An improper authorization flaw in the mobile upload policy API of GitHub Enterprise Server allowed an authenticated attacker to learn the names of private repositories by their numeric IDs. When the API produced a validation error, the response contained the full repository name even for repositories the caller could not access. The weakness is a classic CWE‑201 situation where authorization is omitted, enabling confidential information to be exposed to users who do not have permission to view it. The CVSS score of 5.3 indicates a moderate risk to confidentiality.

The vulnerability affects all GitHub Enterprise Server releases prior to 3.21. Fixes have been applied in 3.20.1, 3.19.5, 3.18.8, 3.17.14, 3.16.17, 3.15.21, and 3.14.26. Ops teams should verify which exact minor release they are running and plan to upgrade to a patched version.

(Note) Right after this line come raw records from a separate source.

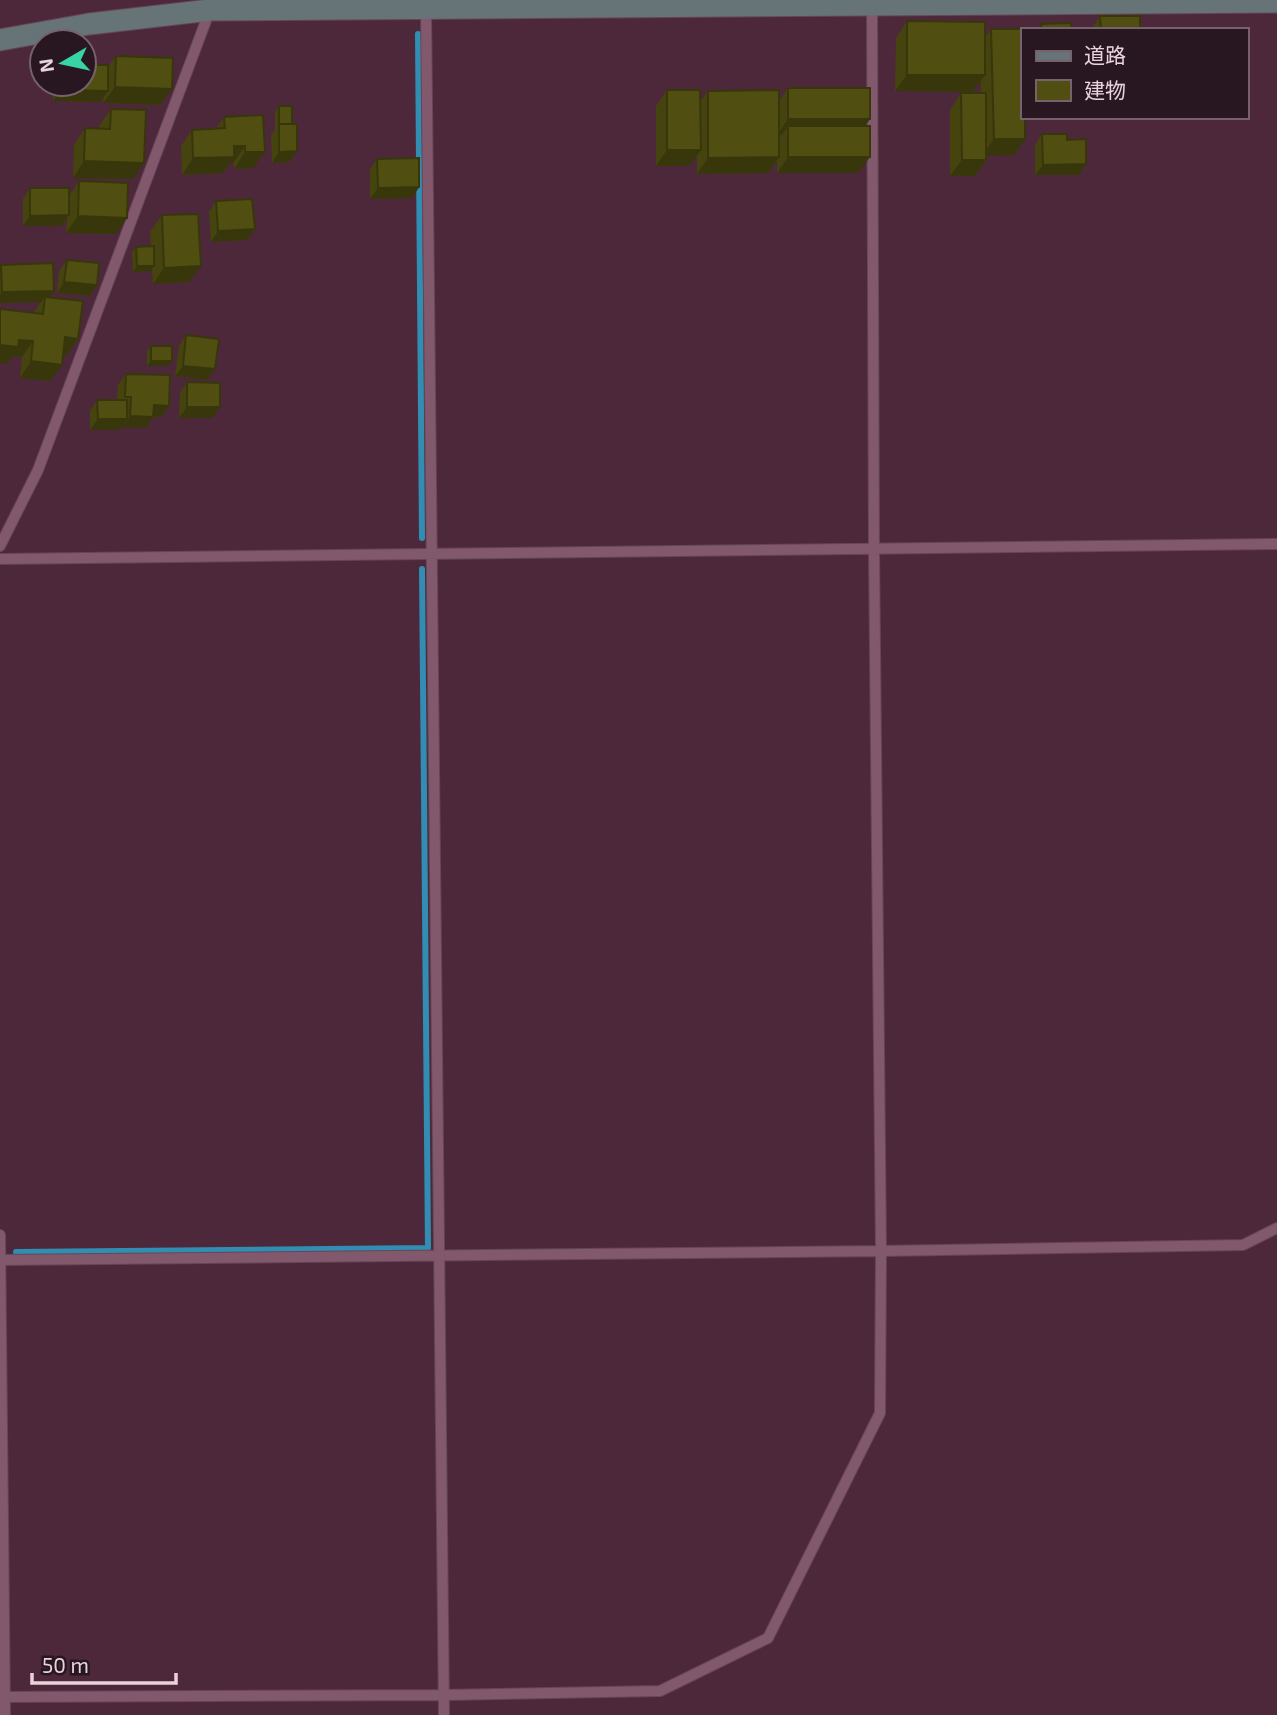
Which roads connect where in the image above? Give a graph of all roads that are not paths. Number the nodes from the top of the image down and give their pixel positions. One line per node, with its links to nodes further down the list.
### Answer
1 (975, 2): 2 (street); 4 (street)
2 (1277, 2)
3 (532, 4): 4 (street); 6 (street)
4 (872, 4): 10 (lane)
5 (210, 10): 6 (street); 7 (street); 9 (lane)
6 (426, 10): 11 (lane)
7 (0, 40)
8 (1277, 544): 10 (lane)
9 (0, 546)
10 (874, 549): 11 (lane); 15 (lane)
11 (434, 554): 12 (lane); 16 (lane)
12 (0, 559)
13 (1277, 1228): 15 (lane)
14 (0, 1235): 17 (lane)
15 (881, 1251): 16 (lane); 18 (lane)
16 (440, 1256): 17 (lane); 18 (lane)
17 (0, 1260): 19 (lane)
18 (444, 1695): 19 (lane); 21 (lane)
19 (2, 1697): 20 (lane)
20 (5, 1715)
21 (444, 1715)

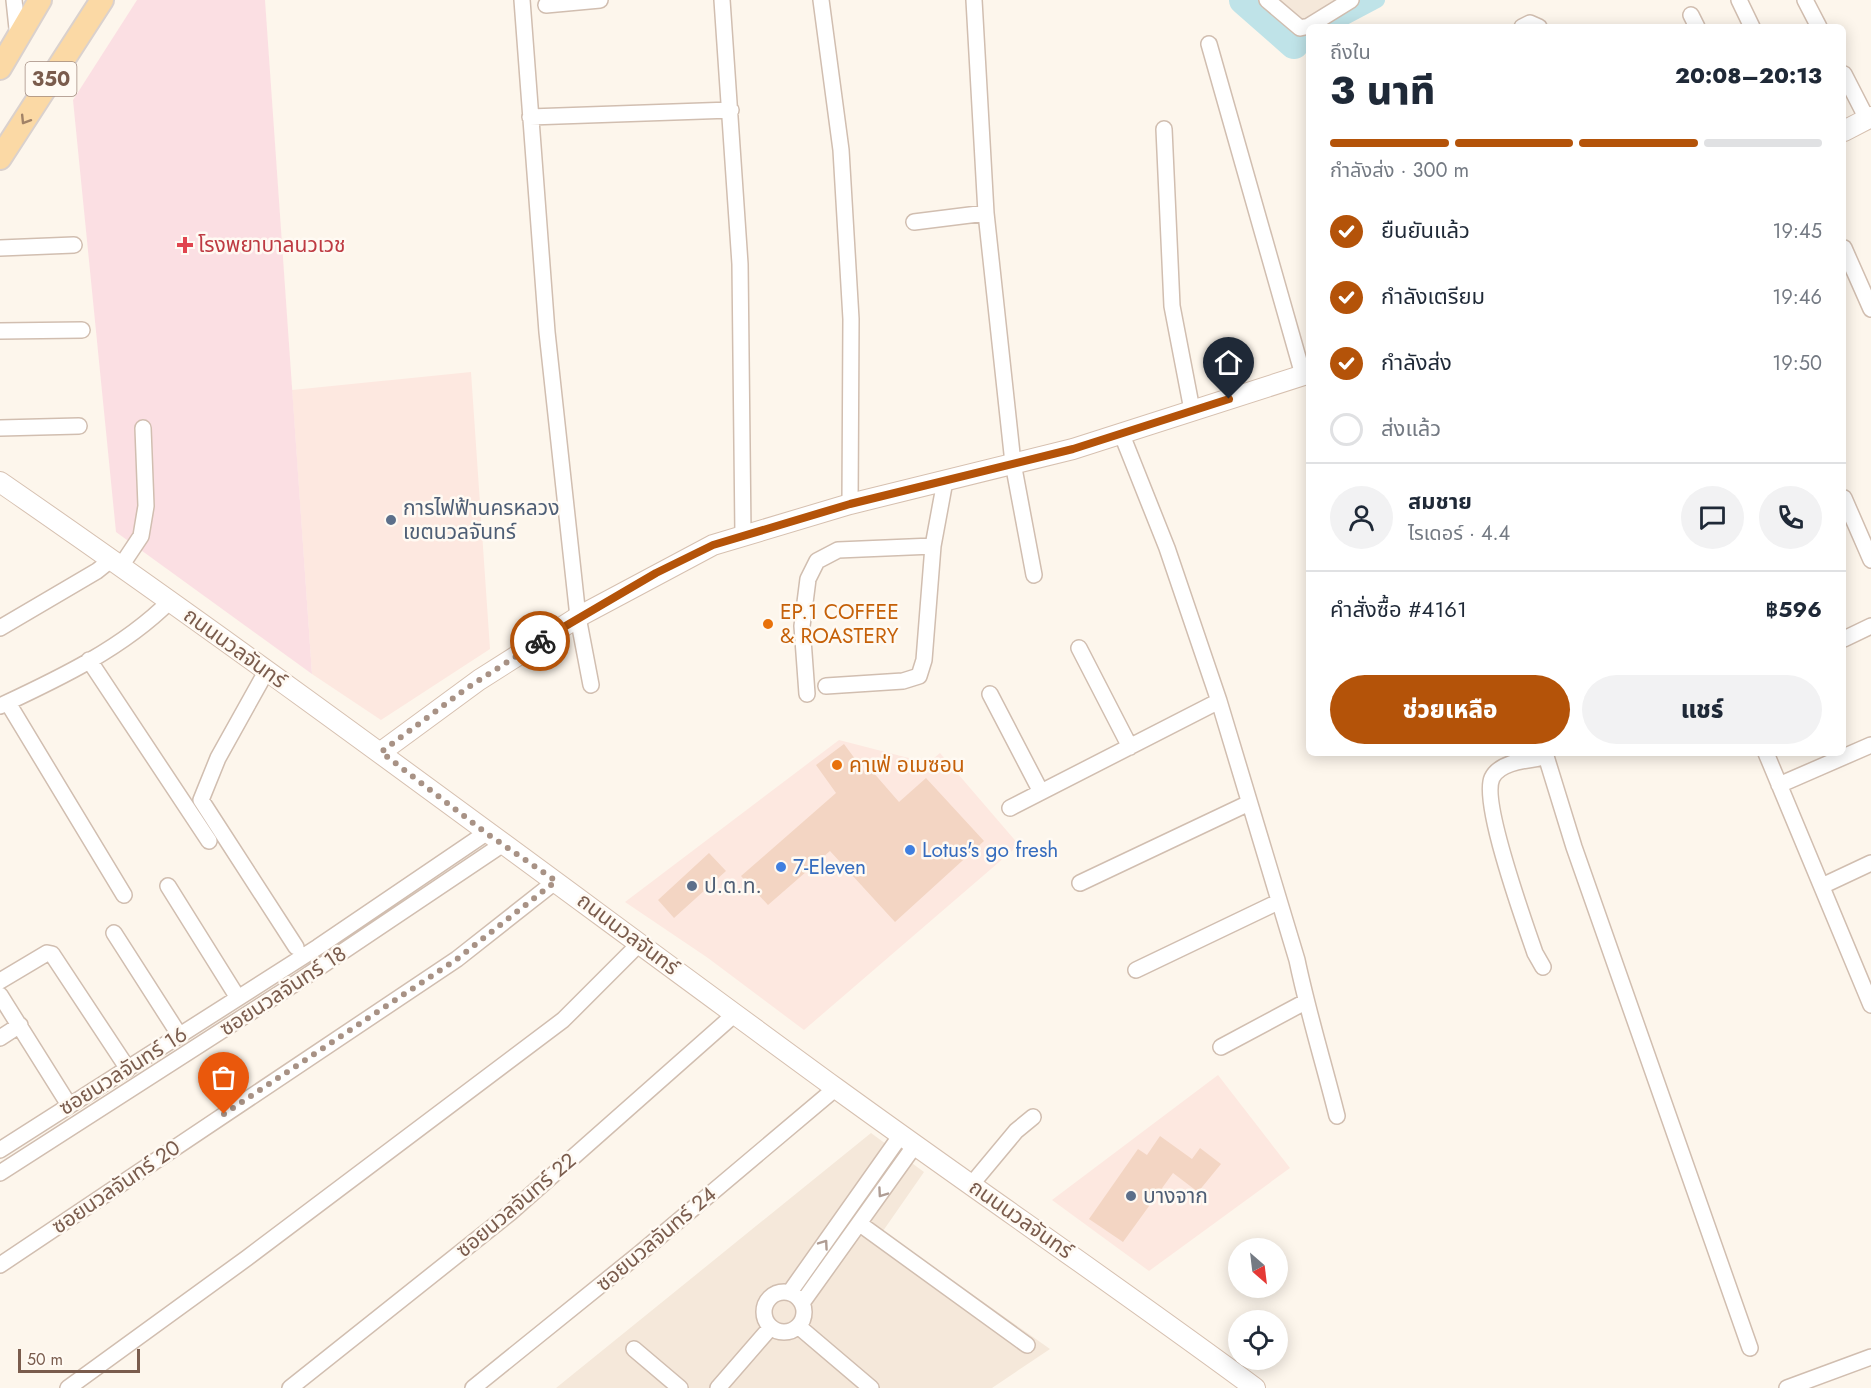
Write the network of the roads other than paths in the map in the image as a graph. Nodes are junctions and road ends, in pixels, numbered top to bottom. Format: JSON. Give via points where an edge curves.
{"nodes":[{"id":1,"x":14,"y":0,"type":"edge"},
{"id":2,"x":40,"y":0,"type":"edge"},
{"id":3,"x":102,"y":0,"type":"edge"},
{"id":4,"x":522,"y":0,"type":"edge"},
{"id":5,"x":600,"y":0,"type":"edge"},
{"id":6,"x":722,"y":0,"type":"edge"},
{"id":7,"x":821,"y":0,"type":"edge"},
{"id":8,"x":974,"y":0,"type":"edge"},
{"id":9,"x":1267,"y":0,"type":"edge"},
{"id":10,"x":1351,"y":0,"type":"edge"},
{"id":11,"x":1739,"y":0,"type":"edge"},
{"id":12,"x":1805,"y":0,"type":"edge"},
{"id":13,"x":546,"y":5,"type":"dead end"},
{"id":14,"x":1312,"y":24,"type":"edge"},
{"id":15,"x":1751,"y":24,"type":"edge"},
{"id":16,"x":1817,"y":24,"type":"edge"},
{"id":17,"x":1306,"y":27,"type":"edge"},
{"id":18,"x":18,"y":38,"type":"junction"},
{"id":19,"x":1209,"y":44,"type":"dead end"},
{"id":20,"x":0,"y":68,"type":"edge"},
{"id":21,"x":1846,"y":78,"type":"edge"},
{"id":22,"x":731,"y":110,"type":"junction"},
{"id":23,"x":530,"y":117,"type":"junction"},
{"id":24,"x":1869,"y":118,"type":"edge"},
{"id":25,"x":1164,"y":129,"type":"dead end"},
{"id":26,"x":1846,"y":130,"type":"edge"},
{"id":27,"x":0,"y":158,"type":"edge"},
{"id":28,"x":986,"y":213,"type":"junction"},
{"id":29,"x":914,"y":222,"type":"dead end"},
{"id":30,"x":74,"y":245,"type":"dead end"},
{"id":31,"x":0,"y":248,"type":"edge"},
{"id":32,"x":1846,"y":253,"type":"edge"},
{"id":33,"x":1871,"y":309,"type":"edge"},
{"id":34,"x":82,"y":330,"type":"dead end"},
{"id":35,"x":0,"y":331,"type":"edge"},
{"id":36,"x":1306,"y":374,"type":"edge"},
{"id":37,"x":1192,"y":410,"type":"junction"},
{"id":38,"x":79,"y":426,"type":"dead end"},
{"id":39,"x":0,"y":428,"type":"edge"},
{"id":40,"x":143,"y":428,"type":"dead end"},
{"id":41,"x":1122,"y":435,"type":"junction"},
{"id":42,"x":1013,"y":463,"type":"junction"},
{"id":43,"x":945,"y":481,"type":"junction"},
{"id":44,"x":0,"y":482,"type":"edge"},
{"id":45,"x":850,"y":504,"type":"junction"},
{"id":46,"x":1848,"y":521,"type":"edge"},
{"id":47,"x":743,"y":535,"type":"junction"},
{"id":48,"x":933,"y":546,"type":"junction"},
{"id":49,"x":1871,"y":560,"type":"edge"},
{"id":50,"x":116,"y":563,"type":"junction"},
{"id":51,"x":1034,"y":575,"type":"dead end"},
{"id":52,"x":170,"y":601,"type":"junction"},
{"id":53,"x":578,"y":617,"type":"junction"},
{"id":54,"x":1871,"y":626,"type":"edge"},
{"id":55,"x":0,"y":628,"type":"edge"},
{"id":56,"x":1846,"y":638,"type":"edge"},
{"id":57,"x":1079,"y":648,"type":"dead end"},
{"id":58,"x":89,"y":660,"type":"junction"},
{"id":59,"x":267,"y":670,"type":"junction"},
{"id":60,"x":591,"y":685,"type":"dead end"},
{"id":61,"x":826,"y":686,"type":"dead end"},
{"id":62,"x":807,"y":694,"type":"dead end"},
{"id":63,"x":990,"y":694,"type":"dead end"},
{"id":64,"x":1219,"y":701,"type":"junction"},
{"id":65,"x":4,"y":705,"type":"edge"},
{"id":66,"x":1871,"y":745,"type":"edge"},
{"id":67,"x":1130,"y":747,"type":"junction"},
{"id":68,"x":381,"y":752,"type":"junction"},
{"id":69,"x":1542,"y":756,"type":"edge"},
{"id":70,"x":1546,"y":756,"type":"edge"},
{"id":71,"x":1767,"y":756,"type":"edge"},
{"id":72,"x":1846,"y":756,"type":"edge"},
{"id":73,"x":1846,"y":756,"type":"edge"},
{"id":74,"x":1779,"y":785,"type":"junction"},
{"id":75,"x":1041,"y":792,"type":"junction"},
{"id":76,"x":1249,"y":802,"type":"junction"},
{"id":77,"x":1010,"y":808,"type":"dead end"},
{"id":78,"x":486,"y":833,"type":"junction"},
{"id":79,"x":209,"y":841,"type":"dead end"},
{"id":80,"x":503,"y":844,"type":"junction"},
{"id":81,"x":1871,"y":863,"type":"edge"},
{"id":82,"x":556,"y":881,"type":"junction"},
{"id":83,"x":1080,"y":883,"type":"dead end"},
{"id":84,"x":168,"y":886,"type":"dead end"},
{"id":85,"x":1822,"y":886,"type":"junction"},
{"id":86,"x":124,"y":895,"type":"dead end"},
{"id":87,"x":1278,"y":902,"type":"junction"},
{"id":88,"x":114,"y":933,"type":"dead end"},
{"id":89,"x":640,"y":943,"type":"junction"},
{"id":90,"x":296,"y":947,"type":"dead end"},
{"id":91,"x":1543,"y":967,"type":"dead end"},
{"id":92,"x":1136,"y":970,"type":"dead end"},
{"id":93,"x":0,"y":981,"type":"edge"},
{"id":94,"x":1867,"y":984,"type":"edge"},
{"id":95,"x":0,"y":995,"type":"edge"},
{"id":96,"x":238,"y":998,"type":"junction"},
{"id":97,"x":1305,"y":1002,"type":"junction"},
{"id":98,"x":1871,"y":1005,"type":"edge"},
{"id":99,"x":735,"y":1014,"type":"junction"},
{"id":100,"x":20,"y":1025,"type":"junction"},
{"id":101,"x":180,"y":1036,"type":"junction"},
{"id":102,"x":0,"y":1038,"type":"edge"},
{"id":103,"x":1221,"y":1047,"type":"dead end"},
{"id":104,"x":128,"y":1069,"type":"junction"},
{"id":105,"x":836,"y":1088,"type":"junction"},
{"id":106,"x":69,"y":1105,"type":"junction"},
{"id":107,"x":1337,"y":1116,"type":"dead end"},
{"id":108,"x":1033,"y":1117,"type":"dead end"},
{"id":109,"x":908,"y":1140,"type":"junction"},
{"id":110,"x":0,"y":1150,"type":"edge"},
{"id":111,"x":0,"y":1173,"type":"edge"},
{"id":112,"x":971,"y":1185,"type":"junction"},
{"id":113,"x":860,"y":1224,"type":"junction"},
{"id":114,"x":0,"y":1265,"type":"edge"},
{"id":115,"x":796,"y":1298,"type":"junction"},
{"id":116,"x":798,"y":1326,"type":"junction"},
{"id":117,"x":771,"y":1328,"type":"junction"},
{"id":118,"x":1027,"y":1345,"type":"dead end"},
{"id":119,"x":1750,"y":1348,"type":"dead end"},
{"id":120,"x":634,"y":1349,"type":"dead end"},
{"id":121,"x":1871,"y":1357,"type":"edge"},
{"id":122,"x":68,"y":1388,"type":"edge"},
{"id":123,"x":290,"y":1388,"type":"edge"},
{"id":124,"x":473,"y":1388,"type":"edge"},
{"id":125,"x":680,"y":1388,"type":"edge"},
{"id":126,"x":718,"y":1388,"type":"edge"},
{"id":127,"x":871,"y":1388,"type":"edge"},
{"id":128,"x":1255,"y":1388,"type":"edge"},
{"id":129,"x":1787,"y":1388,"type":"edge"}],
"edges":[{"from":1,"to":18,"type":"street"},
{"from":2,"to":18,"type":"main road","number":"350"},
{"from":3,"to":27,"type":"main road","number":"350","one_way":true},
{"from":4,"to":23,"type":"street"},
{"from":5,"to":13,"type":"street"},
{"from":6,"to":22,"type":"street"},
{"from":7,"to":45,"type":"street","via":[[842,150],[851,308]]},
{"from":8,"to":28,"type":"street"},
{"from":9,"to":17,"type":"street","via":[[1300,28]]},
{"from":10,"to":14,"type":"street"},
{"from":11,"to":15,"type":"street"},
{"from":12,"to":16,"type":"street"},
{"from":18,"to":20,"type":"main road","number":"350"},
{"from":19,"to":36,"type":"street"},
{"from":21,"to":24,"type":"street"},
{"from":22,"to":23,"type":"street"},
{"from":22,"to":47,"type":"street","via":[[740,264]]},
{"from":23,"to":53,"type":"street","via":[[547,332]]},
{"from":24,"to":26,"type":"main road"},
{"from":25,"to":37,"type":"street","via":[[1172,306]]},
{"from":28,"to":29,"type":"street"},
{"from":28,"to":42,"type":"street"},
{"from":30,"to":31,"type":"street"},
{"from":32,"to":33,"type":"street"},
{"from":34,"to":35,"type":"street"},
{"from":36,"to":37,"type":"main road"},
{"from":37,"to":41,"type":"main road"},
{"from":38,"to":39,"type":"street"},
{"from":40,"to":50,"type":"street","via":[[143,526],[136,546]]},
{"from":41,"to":42,"type":"main road"},
{"from":41,"to":64,"type":"street","via":[[1167,548]]},
{"from":42,"to":43,"type":"main road"},
{"from":42,"to":51,"type":"street"},
{"from":43,"to":45,"type":"main road"},
{"from":43,"to":48,"type":"street"},
{"from":44,"to":50,"type":"main road","name":"ถนนนวลจันทร์"},
{"from":45,"to":47,"type":"main road"},
{"from":46,"to":49,"type":"street"},
{"from":47,"to":53,"type":"main road","via":[[656,573]]},
{"from":48,"to":61,"type":"street","via":[[924,660],[919,676],[903,681]]},
{"from":48,"to":62,"type":"street","via":[[838,550],[817,561],[808,579],[802,626]]},
{"from":50,"to":52,"type":"main road","name":"ถนนนวลจันทร์"},
{"from":50,"to":55,"type":"street"},
{"from":52,"to":58,"type":"street","via":[[132,634]]},
{"from":52,"to":59,"type":"main road","name":"ถนนนวลจันทร์"},
{"from":53,"to":60,"type":"street"},
{"from":53,"to":68,"type":"main road","via":[[473,684]]},
{"from":54,"to":56,"type":"street"},
{"from":57,"to":67,"type":"street"},
{"from":58,"to":65,"type":"street"},
{"from":58,"to":79,"type":"street"},
{"from":59,"to":68,"type":"main road","name":"ถนนนวลจันทร์"},
{"from":59,"to":90,"type":"street","via":[[218,758],[201,800]]},
{"from":63,"to":75,"type":"street"},
{"from":64,"to":67,"type":"street"},
{"from":64,"to":76,"type":"street"},
{"from":65,"to":86,"type":"street"},
{"from":66,"to":73,"type":"street"},
{"from":67,"to":75,"type":"street"},
{"from":68,"to":78,"type":"main road","name":"ถนนนวลจันทร์"},
{"from":69,"to":91,"type":"street","via":[[1498,770],[1490,784],[1504,862]]},
{"from":70,"to":119,"type":"street","via":[[1574,847]]},
{"from":71,"to":74,"type":"street"},
{"from":72,"to":74,"type":"street"},
{"from":74,"to":85,"type":"street"},
{"from":75,"to":77,"type":"street"},
{"from":76,"to":83,"type":"street"},
{"from":76,"to":87,"type":"street"},
{"from":78,"to":80,"type":"main road","name":"ถนนนวลจันทร์"},
{"from":78,"to":96,"type":"street","name":"ซอยนวลจันทร์ 16"},
{"from":80,"to":82,"type":"main road","name":"ถนนนวลจันทร์"},
{"from":80,"to":111,"type":"street","name":"ซอยนวลจันทร์ 18","via":[[296,983]]},
{"from":81,"to":85,"type":"street"},
{"from":82,"to":89,"type":"main road","name":"ถนนนวลจันทร์"},
{"from":82,"to":114,"type":"street","name":"ซอยนวลจันทร์ 20","via":[[457,959]]},
{"from":84,"to":96,"type":"street"},
{"from":85,"to":94,"type":"street"},
{"from":87,"to":92,"type":"street"},
{"from":87,"to":97,"type":"street","via":[[1297,960]]},
{"from":88,"to":101,"type":"street"},
{"from":89,"to":99,"type":"main road","name":"ถนนนวลจันทร์"},
{"from":89,"to":122,"type":"street","via":[[563,1020]]},
{"from":93,"to":104,"type":"street","via":[[47,953],[52,954]]},
{"from":94,"to":98,"type":"street"},
{"from":95,"to":100,"type":"street"},
{"from":96,"to":101,"type":"street","name":"ซอยนวลจันทร์ 16"},
{"from":97,"to":103,"type":"street"},
{"from":97,"to":107,"type":"street"},
{"from":99,"to":105,"type":"main road","name":"ถนนนวลจันทร์"},
{"from":99,"to":123,"type":"street","name":"ซอยนวลจันทร์ 22","via":[[510,1213]]},
{"from":100,"to":102,"type":"street"},
{"from":100,"to":106,"type":"street"},
{"from":101,"to":104,"type":"street","name":"ซอยนวลจันทร์ 16"},
{"from":104,"to":106,"type":"street","name":"ซอยนวลจันทร์ 16"},
{"from":105,"to":109,"type":"main road","name":"ถนนนวลจันทร์"},
{"from":105,"to":124,"type":"street","name":"ซอยนวลจันทร์ 24"},
{"from":106,"to":110,"type":"street","name":"ซอยนวลจันทร์ 16"},
{"from":108,"to":112,"type":"street","via":[[1016,1131]]},
{"from":109,"to":112,"type":"main road","name":"ถนนนวลจันทร์"},
{"from":109,"to":113,"type":"street","one_way":true},
{"from":115,"to":109,"type":"street","one_way":true},
{"from":112,"to":128,"type":"main road","name":"ถนนนวลจันทร์"},
{"from":113,"to":115,"type":"street"},
{"from":113,"to":118,"type":"street"},
{"from":115,"to":116,"type":"street","via":[[804,1314]]},
{"from":115,"to":117,"type":"street","via":[[777,1292],[766,1300],[763,1313]]},
{"from":116,"to":117,"type":"street","via":[[786,1332]]},
{"from":116,"to":127,"type":"street"},
{"from":117,"to":126,"type":"street"},
{"from":120,"to":125,"type":"street"},
{"from":121,"to":129,"type":"street"}]}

The likely attack vector is an authenticated request to the mobile upload policy endpoint, as the vulnerability is triggered by a validation error from this API. Because the attacker needs any authenticated session with the server, the exploit is feasible for users with compromised or reused credentials. The EPSS score is not available, and the vulnerability is not in the CISA KEV, but the CVSS of 5.3 and the fact that the flaw is purely informational still present a meaningful threat to confidentiality. Organizations should treat this as an elevated risk until the server is updated.